決して大きな声ではなく、どちらかといえば細く長く、たなびく雲のように時に聞こえる。長くはないが、男にしては高い声のセイが男の謡を口ずさみながら月を背に舞う姿は、美しく、呼吸をする音が聞こえそうなくらい冷えた夜の空気を纏う。
さして長くない時間。
舞い終えたセイが扇を閉じて畳に手をついて頭を下げた。ようやくその時になって、手代木や近藤が我に返る。
「あ……、いや、素晴らしい。これはなんとも……」
「いやあ。そういっていただけるとありがたい。神谷君はこれで医術の心得もありましてな。武士として己を高めようとすることにいささかも迷いがないのですよ」
「なるほど。いやいや、近藤殿、土方殿。口の悪い人々の中には貴殿ら新選組を浪人組という者たちもいるが、さにあらず」
盃を膳に戻した手代木は、膝に両手を置いた。
「いや、お見事でござる。今宵はよいひと時を過ごさせていただいた。礼を申す」
「なんの、なんの。こちらこそ、手代木様にご満足いただけて何よりでござった」
隊に姿を見せた時とは全く違う。その顔つきが出だしとは違って、酒もしたたかに飲んだはずだが足取りもしっかりしたもので、駕籠に乗っていく姿はさすがと言えた。
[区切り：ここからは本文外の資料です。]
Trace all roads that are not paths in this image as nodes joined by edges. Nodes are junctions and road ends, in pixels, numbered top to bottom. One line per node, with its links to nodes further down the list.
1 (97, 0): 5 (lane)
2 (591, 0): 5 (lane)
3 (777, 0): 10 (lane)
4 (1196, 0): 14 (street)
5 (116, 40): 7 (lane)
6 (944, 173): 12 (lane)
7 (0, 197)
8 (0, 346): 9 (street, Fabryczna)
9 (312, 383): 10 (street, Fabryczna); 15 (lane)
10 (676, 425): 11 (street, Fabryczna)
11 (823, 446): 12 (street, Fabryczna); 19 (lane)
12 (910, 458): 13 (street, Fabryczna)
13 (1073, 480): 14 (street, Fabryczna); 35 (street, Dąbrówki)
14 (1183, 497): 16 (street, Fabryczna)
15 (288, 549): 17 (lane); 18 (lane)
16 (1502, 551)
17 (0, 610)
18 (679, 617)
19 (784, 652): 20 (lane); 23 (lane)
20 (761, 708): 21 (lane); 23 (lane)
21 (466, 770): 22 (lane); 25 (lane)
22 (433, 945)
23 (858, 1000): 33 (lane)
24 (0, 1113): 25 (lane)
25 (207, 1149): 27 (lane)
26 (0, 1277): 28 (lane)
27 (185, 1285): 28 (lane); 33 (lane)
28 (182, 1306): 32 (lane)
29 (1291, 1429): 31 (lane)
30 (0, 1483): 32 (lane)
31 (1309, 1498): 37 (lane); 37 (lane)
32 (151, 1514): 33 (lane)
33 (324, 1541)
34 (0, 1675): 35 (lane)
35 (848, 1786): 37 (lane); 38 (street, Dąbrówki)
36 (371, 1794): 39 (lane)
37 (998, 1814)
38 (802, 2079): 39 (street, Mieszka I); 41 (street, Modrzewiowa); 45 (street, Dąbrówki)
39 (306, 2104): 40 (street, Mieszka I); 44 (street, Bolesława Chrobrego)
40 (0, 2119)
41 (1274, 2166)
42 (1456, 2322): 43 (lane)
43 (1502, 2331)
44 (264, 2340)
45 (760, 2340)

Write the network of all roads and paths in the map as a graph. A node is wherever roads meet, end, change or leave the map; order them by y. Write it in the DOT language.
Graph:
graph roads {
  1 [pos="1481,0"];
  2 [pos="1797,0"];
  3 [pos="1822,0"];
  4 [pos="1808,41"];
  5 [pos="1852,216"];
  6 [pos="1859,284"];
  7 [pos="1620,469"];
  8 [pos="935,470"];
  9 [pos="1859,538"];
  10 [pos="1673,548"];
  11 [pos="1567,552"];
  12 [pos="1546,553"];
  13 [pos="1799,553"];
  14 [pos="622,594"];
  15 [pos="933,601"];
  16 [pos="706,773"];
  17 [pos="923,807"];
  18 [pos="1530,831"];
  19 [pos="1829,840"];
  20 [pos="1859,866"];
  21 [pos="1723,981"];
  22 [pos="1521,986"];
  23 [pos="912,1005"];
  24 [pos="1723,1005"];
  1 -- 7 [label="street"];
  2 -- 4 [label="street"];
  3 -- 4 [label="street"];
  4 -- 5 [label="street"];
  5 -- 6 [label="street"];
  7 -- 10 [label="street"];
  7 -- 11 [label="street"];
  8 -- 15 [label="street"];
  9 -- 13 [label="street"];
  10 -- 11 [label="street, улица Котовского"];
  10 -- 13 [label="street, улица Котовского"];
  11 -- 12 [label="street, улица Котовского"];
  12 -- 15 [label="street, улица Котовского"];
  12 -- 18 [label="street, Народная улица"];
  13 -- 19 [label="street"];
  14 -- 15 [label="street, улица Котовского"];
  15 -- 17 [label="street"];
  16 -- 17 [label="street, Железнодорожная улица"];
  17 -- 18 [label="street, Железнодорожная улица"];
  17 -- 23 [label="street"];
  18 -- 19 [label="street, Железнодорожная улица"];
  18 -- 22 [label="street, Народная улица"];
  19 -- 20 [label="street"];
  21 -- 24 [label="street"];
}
大階段の前で手代木を見送った後、近藤たちが部屋へと戻るともうすでに部屋は片づけられてそれぞれの部屋は床の支度も済ませてある。
「お疲れ様でございました」
「やあ、神谷君。今日は本当にご苦労だったね」
近藤と土方にことのほかねぎらわれたセイは、明日の隊務まで好きにしていいといわれて総司とともに屯所を出る。
「先生!ほら、見て」
はしゃいだセイが月を指さして見上げた。
目を細めて総司はそのセイの横顔を見る。
―― ……月の下で舞う姿は男なのに艶やかで、こうしてはしゃぐ姿は清しいほどで、夜の人を寄せ付けないような空気に溶けてしまいそうだ
「神谷さん!」
「はい?」
「あ……、いや……」
振り返ったセイに総司はしどろもどろになる。
セイの隣に立った総司は誤魔化すように笑って見せた。
「……月が、きれいですね」
「ええ!ええ、本当に!」
「でも、このままじゃ冷えちゃいますよ。さ、行きましょう」
大きな手で冷たくなったセイの手を握りしめた。